Diyorlar ki, bir yandan Müslümanların büyük çoğunluğunun da itiraz ettiği “İslamcı” bir baskı rejiminden, diğer yandan da karşı çıkışın, itirazın güçlü oluşundan, otoriter eğilimin güçten düştüğünden söz ediliyor. Bu ikisi aynı anda nasıl olabiliyor? Önce saptanması gereken durum, ne kadar güçten düşmüş olursa olsun, rejimin yasaları zorladığı, meşruiyeti kendine göre tanımladığı, “olağanüstü hali” yani “istisnayı” süreklileştirdiği gerçeğidir.

İkili bir iktidardan değil, ikili bir durumdan söz ediyoruz.

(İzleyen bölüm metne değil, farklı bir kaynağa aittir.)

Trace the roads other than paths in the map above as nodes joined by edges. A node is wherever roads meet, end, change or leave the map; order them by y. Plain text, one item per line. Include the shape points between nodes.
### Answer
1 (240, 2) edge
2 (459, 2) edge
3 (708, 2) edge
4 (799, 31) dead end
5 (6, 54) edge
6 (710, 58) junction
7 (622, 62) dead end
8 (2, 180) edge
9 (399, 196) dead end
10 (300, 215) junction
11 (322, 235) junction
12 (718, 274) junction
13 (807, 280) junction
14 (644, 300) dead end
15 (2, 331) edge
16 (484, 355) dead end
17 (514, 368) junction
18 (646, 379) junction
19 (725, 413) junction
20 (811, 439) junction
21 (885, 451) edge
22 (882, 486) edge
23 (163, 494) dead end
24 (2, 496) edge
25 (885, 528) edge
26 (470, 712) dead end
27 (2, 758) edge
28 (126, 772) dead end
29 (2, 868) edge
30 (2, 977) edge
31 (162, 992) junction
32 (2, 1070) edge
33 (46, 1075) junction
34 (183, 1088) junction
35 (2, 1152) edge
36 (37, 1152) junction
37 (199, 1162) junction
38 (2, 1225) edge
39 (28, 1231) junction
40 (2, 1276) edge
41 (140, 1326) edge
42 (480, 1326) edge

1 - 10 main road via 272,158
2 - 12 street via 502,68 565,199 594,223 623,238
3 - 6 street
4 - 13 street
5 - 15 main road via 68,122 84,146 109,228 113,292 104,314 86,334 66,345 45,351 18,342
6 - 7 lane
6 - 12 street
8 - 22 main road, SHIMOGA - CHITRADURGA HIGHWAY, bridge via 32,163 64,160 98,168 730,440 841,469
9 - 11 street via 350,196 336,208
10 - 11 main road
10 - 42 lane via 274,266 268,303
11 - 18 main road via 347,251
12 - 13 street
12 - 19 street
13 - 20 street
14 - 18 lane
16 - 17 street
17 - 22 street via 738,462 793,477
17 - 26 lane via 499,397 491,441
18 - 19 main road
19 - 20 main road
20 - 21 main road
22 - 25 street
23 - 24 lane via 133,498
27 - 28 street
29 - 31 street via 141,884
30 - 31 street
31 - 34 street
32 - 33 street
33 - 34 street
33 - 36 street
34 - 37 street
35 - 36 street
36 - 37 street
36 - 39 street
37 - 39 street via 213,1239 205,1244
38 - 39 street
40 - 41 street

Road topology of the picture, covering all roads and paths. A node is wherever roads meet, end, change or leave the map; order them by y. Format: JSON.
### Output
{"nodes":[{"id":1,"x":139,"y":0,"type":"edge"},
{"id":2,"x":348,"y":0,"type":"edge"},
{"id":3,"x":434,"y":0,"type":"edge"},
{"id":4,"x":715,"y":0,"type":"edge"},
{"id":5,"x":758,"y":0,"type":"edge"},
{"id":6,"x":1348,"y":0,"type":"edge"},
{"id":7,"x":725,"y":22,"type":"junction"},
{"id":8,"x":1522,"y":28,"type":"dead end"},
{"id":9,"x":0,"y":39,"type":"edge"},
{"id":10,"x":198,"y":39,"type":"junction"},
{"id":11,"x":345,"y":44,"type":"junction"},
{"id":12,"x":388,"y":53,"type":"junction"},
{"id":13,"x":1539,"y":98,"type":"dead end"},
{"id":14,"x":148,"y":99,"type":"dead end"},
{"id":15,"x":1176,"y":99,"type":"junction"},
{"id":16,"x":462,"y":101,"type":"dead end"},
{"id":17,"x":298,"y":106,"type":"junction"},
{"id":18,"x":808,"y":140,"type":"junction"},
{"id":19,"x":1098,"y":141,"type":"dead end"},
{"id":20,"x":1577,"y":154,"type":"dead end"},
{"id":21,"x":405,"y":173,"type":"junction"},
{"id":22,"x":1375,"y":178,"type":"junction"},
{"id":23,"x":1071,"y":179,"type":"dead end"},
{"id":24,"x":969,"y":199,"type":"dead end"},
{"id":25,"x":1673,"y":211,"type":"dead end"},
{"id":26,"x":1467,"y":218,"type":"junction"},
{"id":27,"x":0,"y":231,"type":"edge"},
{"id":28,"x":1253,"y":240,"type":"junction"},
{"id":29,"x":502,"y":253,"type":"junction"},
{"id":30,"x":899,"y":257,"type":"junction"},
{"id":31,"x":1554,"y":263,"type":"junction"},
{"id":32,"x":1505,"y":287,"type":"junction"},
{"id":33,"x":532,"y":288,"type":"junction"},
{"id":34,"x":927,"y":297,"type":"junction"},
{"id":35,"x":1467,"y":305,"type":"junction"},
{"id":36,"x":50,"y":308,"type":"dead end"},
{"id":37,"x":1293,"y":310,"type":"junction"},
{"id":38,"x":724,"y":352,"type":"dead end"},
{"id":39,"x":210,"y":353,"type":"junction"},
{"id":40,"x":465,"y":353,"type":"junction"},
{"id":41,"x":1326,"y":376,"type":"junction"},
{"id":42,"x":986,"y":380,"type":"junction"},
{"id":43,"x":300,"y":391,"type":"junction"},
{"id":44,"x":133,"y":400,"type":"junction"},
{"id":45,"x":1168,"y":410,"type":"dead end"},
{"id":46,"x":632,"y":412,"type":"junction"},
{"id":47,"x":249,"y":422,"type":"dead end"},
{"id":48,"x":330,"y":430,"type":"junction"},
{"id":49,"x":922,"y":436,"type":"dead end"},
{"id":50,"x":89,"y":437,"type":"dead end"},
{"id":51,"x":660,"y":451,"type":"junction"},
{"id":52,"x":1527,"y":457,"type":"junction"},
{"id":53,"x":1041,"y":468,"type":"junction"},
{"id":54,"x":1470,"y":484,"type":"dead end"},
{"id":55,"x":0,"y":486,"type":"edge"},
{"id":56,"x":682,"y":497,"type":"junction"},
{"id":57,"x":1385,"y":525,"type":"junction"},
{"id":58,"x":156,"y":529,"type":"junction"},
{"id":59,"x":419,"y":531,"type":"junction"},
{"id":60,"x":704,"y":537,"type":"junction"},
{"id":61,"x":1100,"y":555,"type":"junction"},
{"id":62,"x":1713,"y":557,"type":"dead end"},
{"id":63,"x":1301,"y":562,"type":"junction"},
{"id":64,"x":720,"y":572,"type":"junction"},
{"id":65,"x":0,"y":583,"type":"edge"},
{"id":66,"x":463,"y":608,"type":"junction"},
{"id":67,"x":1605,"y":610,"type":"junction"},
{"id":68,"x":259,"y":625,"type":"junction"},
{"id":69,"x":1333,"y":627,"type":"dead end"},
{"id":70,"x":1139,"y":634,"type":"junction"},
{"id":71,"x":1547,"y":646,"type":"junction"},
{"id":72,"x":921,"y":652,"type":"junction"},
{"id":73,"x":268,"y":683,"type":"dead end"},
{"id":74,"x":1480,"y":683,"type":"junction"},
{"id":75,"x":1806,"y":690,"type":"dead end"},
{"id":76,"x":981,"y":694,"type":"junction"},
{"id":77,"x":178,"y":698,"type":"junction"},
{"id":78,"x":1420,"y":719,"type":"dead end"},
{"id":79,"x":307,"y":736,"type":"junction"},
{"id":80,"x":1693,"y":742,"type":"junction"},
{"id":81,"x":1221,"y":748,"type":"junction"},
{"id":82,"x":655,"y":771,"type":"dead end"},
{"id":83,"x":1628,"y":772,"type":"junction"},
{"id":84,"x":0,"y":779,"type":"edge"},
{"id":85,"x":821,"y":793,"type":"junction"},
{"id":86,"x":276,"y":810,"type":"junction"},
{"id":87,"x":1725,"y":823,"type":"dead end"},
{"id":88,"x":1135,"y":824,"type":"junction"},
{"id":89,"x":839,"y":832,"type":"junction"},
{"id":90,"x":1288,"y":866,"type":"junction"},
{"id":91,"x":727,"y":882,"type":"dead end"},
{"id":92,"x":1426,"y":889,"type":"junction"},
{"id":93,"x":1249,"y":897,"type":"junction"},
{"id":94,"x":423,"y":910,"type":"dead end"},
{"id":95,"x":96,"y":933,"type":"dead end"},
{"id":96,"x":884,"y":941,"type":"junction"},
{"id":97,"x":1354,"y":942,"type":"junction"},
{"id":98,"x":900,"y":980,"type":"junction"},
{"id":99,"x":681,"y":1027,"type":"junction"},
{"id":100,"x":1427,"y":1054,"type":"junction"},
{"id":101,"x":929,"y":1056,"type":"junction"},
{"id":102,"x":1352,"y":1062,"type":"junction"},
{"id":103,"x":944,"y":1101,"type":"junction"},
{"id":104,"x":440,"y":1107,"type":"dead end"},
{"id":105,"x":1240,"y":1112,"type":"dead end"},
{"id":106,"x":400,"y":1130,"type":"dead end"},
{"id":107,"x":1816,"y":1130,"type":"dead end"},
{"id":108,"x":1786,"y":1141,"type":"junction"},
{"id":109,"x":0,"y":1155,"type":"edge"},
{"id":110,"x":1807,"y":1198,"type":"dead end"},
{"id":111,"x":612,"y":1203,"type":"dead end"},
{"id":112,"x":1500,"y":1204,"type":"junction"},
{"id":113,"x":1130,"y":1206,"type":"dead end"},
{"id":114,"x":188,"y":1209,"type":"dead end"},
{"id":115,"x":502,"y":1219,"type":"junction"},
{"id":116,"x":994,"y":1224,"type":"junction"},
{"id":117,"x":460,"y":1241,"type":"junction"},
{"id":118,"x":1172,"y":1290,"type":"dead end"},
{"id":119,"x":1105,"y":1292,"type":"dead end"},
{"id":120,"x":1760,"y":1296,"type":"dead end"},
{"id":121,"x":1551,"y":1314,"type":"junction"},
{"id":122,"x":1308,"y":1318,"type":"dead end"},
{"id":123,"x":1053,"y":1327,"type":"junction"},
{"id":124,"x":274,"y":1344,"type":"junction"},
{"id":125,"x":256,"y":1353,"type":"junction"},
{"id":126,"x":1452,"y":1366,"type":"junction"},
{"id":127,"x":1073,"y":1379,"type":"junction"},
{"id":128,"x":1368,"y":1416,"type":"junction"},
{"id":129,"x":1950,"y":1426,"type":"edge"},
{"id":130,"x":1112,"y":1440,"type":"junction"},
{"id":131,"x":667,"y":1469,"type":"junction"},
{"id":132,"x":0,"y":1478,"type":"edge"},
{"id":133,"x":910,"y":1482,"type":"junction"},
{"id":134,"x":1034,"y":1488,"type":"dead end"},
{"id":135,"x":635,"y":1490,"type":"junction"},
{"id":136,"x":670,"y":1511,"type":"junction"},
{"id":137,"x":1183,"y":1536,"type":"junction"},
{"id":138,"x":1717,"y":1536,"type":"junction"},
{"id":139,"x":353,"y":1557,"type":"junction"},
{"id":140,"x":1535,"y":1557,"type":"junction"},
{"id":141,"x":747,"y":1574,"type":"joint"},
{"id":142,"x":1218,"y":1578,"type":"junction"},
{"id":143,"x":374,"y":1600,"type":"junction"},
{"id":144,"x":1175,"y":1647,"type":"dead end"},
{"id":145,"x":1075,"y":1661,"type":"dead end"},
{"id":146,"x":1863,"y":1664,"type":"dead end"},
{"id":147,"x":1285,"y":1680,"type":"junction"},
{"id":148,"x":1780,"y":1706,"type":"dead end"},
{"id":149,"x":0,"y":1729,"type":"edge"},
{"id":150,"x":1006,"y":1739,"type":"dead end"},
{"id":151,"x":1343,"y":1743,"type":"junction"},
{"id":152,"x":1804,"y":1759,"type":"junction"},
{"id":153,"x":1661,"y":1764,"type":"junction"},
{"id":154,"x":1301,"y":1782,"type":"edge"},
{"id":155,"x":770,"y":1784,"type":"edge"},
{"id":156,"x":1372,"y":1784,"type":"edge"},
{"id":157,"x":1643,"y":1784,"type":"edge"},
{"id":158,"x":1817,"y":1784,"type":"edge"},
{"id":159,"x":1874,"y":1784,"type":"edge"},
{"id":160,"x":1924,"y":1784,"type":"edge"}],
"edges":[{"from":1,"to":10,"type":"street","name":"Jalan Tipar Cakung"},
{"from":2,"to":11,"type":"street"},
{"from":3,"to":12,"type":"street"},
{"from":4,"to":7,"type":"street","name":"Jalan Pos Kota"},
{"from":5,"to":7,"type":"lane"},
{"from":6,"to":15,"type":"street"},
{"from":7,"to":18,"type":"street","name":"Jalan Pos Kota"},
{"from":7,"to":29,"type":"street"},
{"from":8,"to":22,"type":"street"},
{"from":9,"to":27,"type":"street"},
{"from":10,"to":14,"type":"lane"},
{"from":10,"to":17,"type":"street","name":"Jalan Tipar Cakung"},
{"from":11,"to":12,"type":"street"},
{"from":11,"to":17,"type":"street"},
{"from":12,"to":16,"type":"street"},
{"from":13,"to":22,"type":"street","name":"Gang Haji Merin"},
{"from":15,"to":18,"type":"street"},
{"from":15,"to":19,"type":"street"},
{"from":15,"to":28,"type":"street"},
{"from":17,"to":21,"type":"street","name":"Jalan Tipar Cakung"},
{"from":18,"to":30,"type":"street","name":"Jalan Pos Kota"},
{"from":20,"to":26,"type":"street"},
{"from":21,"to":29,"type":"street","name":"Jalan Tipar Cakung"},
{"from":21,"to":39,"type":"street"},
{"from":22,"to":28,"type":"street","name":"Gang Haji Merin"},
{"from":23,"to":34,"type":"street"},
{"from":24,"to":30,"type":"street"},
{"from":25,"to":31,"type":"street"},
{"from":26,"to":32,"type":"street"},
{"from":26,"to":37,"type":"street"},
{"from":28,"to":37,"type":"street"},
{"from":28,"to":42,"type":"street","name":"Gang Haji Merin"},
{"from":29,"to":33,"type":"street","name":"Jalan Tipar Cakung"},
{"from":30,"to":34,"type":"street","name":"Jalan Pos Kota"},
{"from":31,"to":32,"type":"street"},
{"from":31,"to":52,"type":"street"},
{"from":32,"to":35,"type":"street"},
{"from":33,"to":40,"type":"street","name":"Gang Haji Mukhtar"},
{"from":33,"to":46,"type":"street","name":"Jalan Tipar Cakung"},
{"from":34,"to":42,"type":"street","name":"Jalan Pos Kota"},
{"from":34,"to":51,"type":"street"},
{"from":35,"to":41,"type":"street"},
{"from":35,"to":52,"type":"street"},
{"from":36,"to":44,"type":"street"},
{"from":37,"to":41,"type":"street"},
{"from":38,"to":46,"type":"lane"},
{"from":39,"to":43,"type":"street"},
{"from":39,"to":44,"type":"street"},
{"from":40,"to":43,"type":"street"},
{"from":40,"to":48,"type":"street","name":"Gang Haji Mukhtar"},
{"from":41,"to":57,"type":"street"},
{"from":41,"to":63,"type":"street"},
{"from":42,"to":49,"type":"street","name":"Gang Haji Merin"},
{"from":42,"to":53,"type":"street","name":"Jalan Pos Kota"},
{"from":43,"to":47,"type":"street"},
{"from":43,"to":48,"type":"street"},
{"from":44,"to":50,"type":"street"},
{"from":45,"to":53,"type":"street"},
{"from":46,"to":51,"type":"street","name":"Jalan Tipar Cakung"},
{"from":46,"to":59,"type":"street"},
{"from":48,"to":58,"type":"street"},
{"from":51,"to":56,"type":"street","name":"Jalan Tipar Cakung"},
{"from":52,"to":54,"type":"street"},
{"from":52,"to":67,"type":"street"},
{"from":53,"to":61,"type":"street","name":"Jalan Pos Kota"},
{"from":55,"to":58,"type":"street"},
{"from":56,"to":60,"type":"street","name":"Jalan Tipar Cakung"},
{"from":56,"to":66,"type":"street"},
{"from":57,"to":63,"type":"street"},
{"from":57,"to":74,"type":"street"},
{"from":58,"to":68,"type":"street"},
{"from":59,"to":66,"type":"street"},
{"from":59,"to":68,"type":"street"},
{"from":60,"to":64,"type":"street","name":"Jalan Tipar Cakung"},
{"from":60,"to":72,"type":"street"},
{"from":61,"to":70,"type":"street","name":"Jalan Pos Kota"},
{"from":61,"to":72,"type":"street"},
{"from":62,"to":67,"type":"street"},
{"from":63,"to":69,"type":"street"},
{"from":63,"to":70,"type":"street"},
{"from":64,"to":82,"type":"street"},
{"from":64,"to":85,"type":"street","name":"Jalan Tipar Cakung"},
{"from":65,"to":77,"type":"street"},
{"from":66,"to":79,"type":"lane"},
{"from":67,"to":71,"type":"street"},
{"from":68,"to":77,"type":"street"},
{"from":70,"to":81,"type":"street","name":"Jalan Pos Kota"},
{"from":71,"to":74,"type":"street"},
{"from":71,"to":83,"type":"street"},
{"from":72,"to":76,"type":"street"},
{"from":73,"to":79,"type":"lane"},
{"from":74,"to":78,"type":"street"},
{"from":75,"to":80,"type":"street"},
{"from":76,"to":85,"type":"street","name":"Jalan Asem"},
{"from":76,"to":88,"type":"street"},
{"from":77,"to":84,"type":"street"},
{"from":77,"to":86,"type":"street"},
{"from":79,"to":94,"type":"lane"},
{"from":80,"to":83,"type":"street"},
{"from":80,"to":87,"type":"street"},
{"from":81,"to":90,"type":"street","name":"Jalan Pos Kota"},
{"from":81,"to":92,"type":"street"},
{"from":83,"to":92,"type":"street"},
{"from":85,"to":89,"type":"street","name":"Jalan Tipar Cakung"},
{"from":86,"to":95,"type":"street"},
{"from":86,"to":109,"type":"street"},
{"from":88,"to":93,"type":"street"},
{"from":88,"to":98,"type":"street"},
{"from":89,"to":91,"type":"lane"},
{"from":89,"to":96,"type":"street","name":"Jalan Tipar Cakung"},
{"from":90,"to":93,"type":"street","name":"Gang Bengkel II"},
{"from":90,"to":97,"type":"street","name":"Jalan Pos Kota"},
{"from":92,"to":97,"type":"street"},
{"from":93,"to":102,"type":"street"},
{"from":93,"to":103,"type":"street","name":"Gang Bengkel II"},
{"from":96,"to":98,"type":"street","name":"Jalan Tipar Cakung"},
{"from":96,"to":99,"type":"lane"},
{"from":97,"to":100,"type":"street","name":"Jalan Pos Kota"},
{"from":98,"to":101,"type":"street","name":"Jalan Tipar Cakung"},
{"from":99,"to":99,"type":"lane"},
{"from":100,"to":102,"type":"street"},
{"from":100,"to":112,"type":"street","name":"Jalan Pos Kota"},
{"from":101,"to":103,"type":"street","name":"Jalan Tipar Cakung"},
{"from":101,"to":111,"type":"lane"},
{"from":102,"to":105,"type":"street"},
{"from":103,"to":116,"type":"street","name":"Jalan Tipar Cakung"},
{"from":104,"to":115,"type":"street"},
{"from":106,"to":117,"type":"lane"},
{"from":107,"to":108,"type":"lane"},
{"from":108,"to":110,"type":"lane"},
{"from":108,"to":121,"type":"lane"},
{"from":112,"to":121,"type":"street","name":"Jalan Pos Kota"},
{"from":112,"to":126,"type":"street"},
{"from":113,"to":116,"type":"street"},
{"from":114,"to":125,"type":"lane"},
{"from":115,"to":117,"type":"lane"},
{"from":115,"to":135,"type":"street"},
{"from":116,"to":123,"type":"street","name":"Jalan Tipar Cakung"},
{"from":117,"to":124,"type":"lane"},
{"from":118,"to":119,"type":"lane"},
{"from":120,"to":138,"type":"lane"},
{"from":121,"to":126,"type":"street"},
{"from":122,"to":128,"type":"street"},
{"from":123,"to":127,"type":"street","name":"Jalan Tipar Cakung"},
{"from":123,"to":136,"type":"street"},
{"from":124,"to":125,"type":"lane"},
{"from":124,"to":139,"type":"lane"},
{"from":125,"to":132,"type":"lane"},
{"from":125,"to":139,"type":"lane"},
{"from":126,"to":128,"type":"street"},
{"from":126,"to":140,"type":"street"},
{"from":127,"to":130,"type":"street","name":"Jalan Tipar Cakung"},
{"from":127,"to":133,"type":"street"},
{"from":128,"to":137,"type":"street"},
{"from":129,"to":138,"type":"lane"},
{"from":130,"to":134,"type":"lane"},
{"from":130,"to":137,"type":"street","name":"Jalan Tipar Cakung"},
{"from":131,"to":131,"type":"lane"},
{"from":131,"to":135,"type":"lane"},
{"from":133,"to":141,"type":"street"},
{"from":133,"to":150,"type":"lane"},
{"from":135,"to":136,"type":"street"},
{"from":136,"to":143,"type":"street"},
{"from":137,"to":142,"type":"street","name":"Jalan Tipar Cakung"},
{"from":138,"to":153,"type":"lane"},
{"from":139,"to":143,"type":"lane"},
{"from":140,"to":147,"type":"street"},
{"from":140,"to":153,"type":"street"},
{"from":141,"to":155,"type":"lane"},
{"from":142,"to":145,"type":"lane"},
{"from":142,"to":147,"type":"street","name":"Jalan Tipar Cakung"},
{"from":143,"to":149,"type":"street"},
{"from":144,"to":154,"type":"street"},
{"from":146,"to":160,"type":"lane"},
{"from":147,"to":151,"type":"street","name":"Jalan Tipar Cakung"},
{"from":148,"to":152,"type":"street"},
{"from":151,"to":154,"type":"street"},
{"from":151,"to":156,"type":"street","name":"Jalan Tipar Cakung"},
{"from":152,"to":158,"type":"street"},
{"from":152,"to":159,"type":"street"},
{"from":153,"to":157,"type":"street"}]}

Peki, kim kazanacak? Bu, belki de belirsizliğin egemen olduğu, nasıl gelişeceğini bilmediğimiz bir sürecin sonunda ortaya çıkacak. Bir tür denge durumundan ama hiç bir zaman uzun sürmesi mümkün olmayan bir denge durumundan söz ediyoruz. Toplumsal olaylarda karmaşık durumları kavramak, diyalektik süreçleri netleştirmek zor olsa da, denge durumlarının uzun sürmeyeceği söylenebilir.

Denge durumunu, hukuk alanından bir örnekle açıklamaya çalışalım. Bilindiği gibi son yıllarda çok sayıda insanın hüküm giymesinin önde gelen gerekçesi, düşünce ve ifade özgürlüğünü yasaklamanın bir yolu olarak “hakaret suçu” olmuştur. Özellikle siyasilerin kendilerine yönelik sert ya da yumuşak eleştirilere, “hakaretlere” karşı açtıkları davalarda yığınsal bir artış söz konusudur. Ama aynı süre içinde Yargıtay’ın, Anayasa Mahkemesi’nin kimi kararları iktidar sahiplerinin isteklerine uymuyor.

En son Anayasa Mahkemesi’nin iktidar partisine mensup bir belediye başkanının “Ermeni düşmanlığı içeren sözlerine karşılık, başkana yöneltilen ‘iğrençsiniz’ sözünün suç oluşturmayacağı” yolundaki kararı, hem düşünce özgürlüğü açısından önemlidir, hem de ırkçı yaklaşımları mahkum etmiştir. Kararda şöyle denilmiştir; “Unutulmamalıdır ki ifade özgürlüğünde yalnızca düşünce ve bilginin özünün korunması değil düşünce ve bilginin sunuluş şekli de önemlidir. Rahatsız edici de olsa siyasilere yönelik eleştirilerin cezalandırılması caydırıcı etki doğurarak cezalandırılma korkusuyla kamuoyundaki farklı seslerin susmasına yol açabilir. Bu durum da çoğulcu toplumun sürdürülebilmesine engeldir.” (Kararı değerlendiren önemli bir yazı için bkz. Fikret İlkiz; Irk Temelli Söylem ve “İğrenç Adam”; Bianet )

Yüksek mahkemenin bu kararı otoriter yönetimin egemen olduğu koşullarda bir tür “aykırı” karardır; AYM kararlarının tanınmadığı ya da savsakladığı da dikkate alınırsa zayıf bir “denge” durumuna işaret etmektedir. Ama yine de İslamcı otoriter eğilimin “hukukun” itirazı ile karşılaştığının bir göstergesidir.

Otoriter yönetimler genellikle Nazi hukukunun teorisyeni Carl Schmitt’in izinden gider, bir tehditten “beka” sorunundan söz ederken, de facto sürekli hale getirilen “istisnanın”, “olağanüstü halin” de peşine düşerler. Burada son zamanlarda sık sık sözü edilen “güvenlik güçleri yetersiz kalıyor, yeni yöntemler bulmak gerekiyor” yaklaşımı bu tür bir çabayı çağrıştırıyor. Olağanüstü hal iki sonuç doğurur; bunlardan birincisi istisnanın sürekliliğinin kabul edilmesiyse, ikincisi dost - düşman (öteki) ayrımına dayalı çatışmayı ve sonuçlarını da doğal gören bir siyaset anlayışıdır.

AYM’nin, Yargıtay’ın süreklilik göstermese de bu kararları önemlidir. Bu kararlar, Carl Schmitt’in teorisindeki temel tezi, “Ausnahme - zustand”ı, “istisnai - durum”u sürekli kılmak isteyen güçlerin işinin zor olduğunu gösteriyor. Ama yalnızca o kadar. Dengeyi halkın yararına bozmak için terazinin kefesine birlikte mücadeleyi koymak tek yol gibi görünüyor.

Tersi, uzun sürecek bir karanlığa mahkum olmak anlamına gelecektir.